Hong Kong (CNN)A British banker plumbed "the very depths of depravity" during his brutal murders of two Indonesian women, a Hong Kong judge said on Tuesday, describing him as the "archetypal sexual predator."

"He described himself as evil and a monster and neither description is adequate to bring home the true horror of what he did to that woman," Judge Michael Stuart-Moore said during sentencing.
    Rurik Jutting, 31, was found guilty on Tuesday of the 2014 murders of two young Indonesian women, in a gruesome case which shocked Hong Kong.
    During two weeks of evidence, the court heard chilling iPhone recordings which Jutting, then 29, made while high on cocaine, before and after killing the two women in his upscale Wan Chai apartment.
    "(This is) one of the most horrifying murder cases to ever come before the courts in Hong Kong," Stuart-Moore said.
    Jutting had pleaded not guilty to the murder charges, claiming "diminished responsibility." He pleaded guilty to manslaughter, with his defense arguing that psychological issues affected his judgment at the time of the killings.
    The jury returned a unanimous verdict on both counts. He will now serve concurrent mandatory life sentences in jail.
    British ex-banker Rurik Jutting walks through a courtyard at the Lai Chi Kok Reception Centre shortly before boarding a high security prison van on 01 November 2016.
    While the verdict was read out, the accused sat still, looking silently ahead.
    In a statement released by Jutting through his lawyers, Jutting said he accepted the verdict as "just."
    "I remain haunted daily by the memory of my actions ... and by the knowledge of the acute pain I have caused," the statement read.
    "I am sorry. I am sorry beyond words."
    The judge said he didn't accept Jutting's statement, saying he had shown "not a shred" of remorse and it was the first time he had expressed such sentiment.
    "Let no one be fooled by the defendant's superficial charm. Because that is what it is," Stuart-Moore said.

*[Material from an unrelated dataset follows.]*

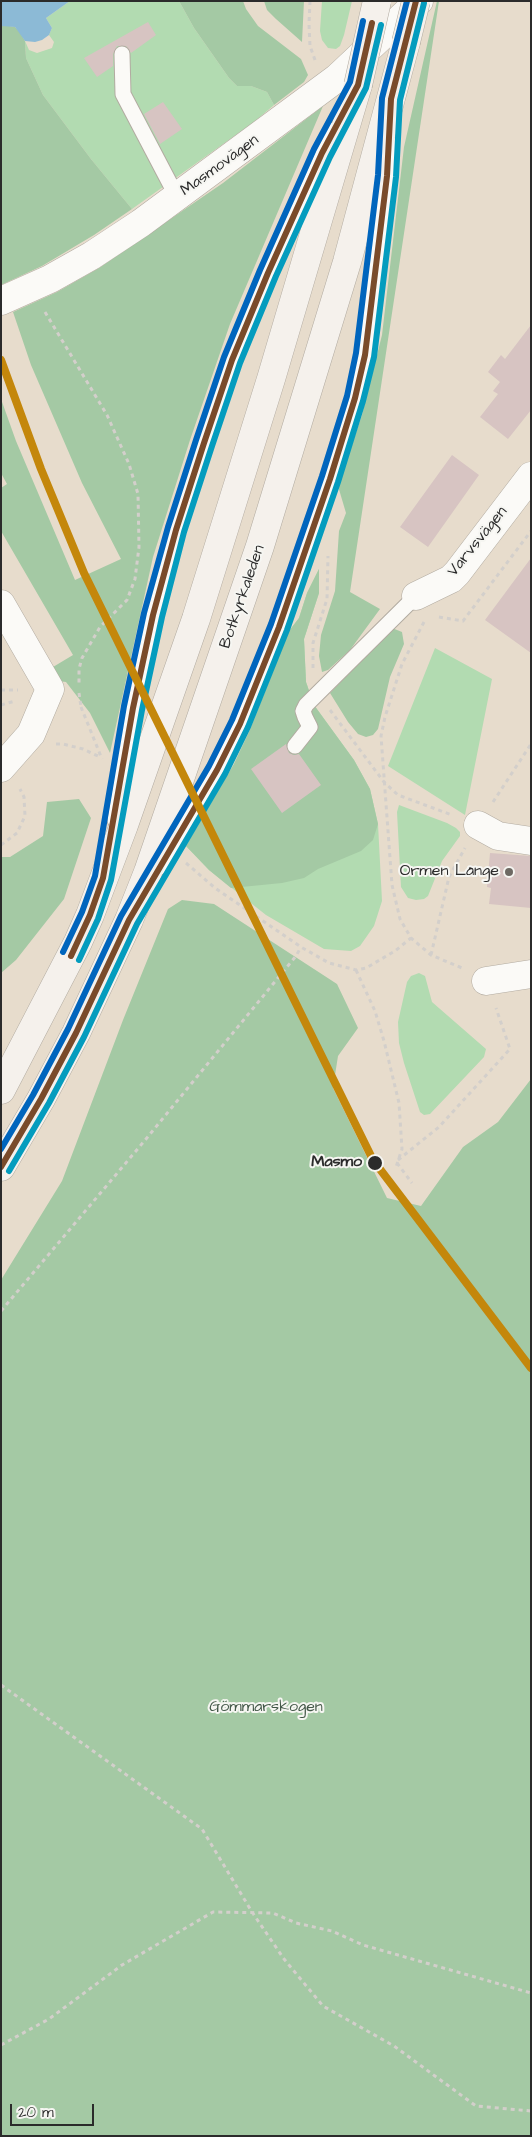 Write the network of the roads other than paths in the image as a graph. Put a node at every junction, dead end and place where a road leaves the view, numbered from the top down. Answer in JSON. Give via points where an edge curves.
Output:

    Victims' families 'devastated'

    In statements read to the court, the families of victims Sumarti Ningsih and Seneng Mujiasih wrote of their distress and pain since their loved ones' deaths.
    "The family was devastated over her death as she was the only daughter and the main support for the parent," Mujiasih's family said.
    They said they regretted letting Seneng leave for Hong Kong a second time after she returned to Indonesia in 2009.
    "If she did not leave, she would not have died," the statement said.
    Ningsih's brother, Suyitno, said they wanted compensation for his sister's murder.
    "(Sumarti) was our only breadwinner. Our parents are getting older and incapable to perform heavy work," he said.
    "Sumarti's seven-year-old son has no more guarantee for his future."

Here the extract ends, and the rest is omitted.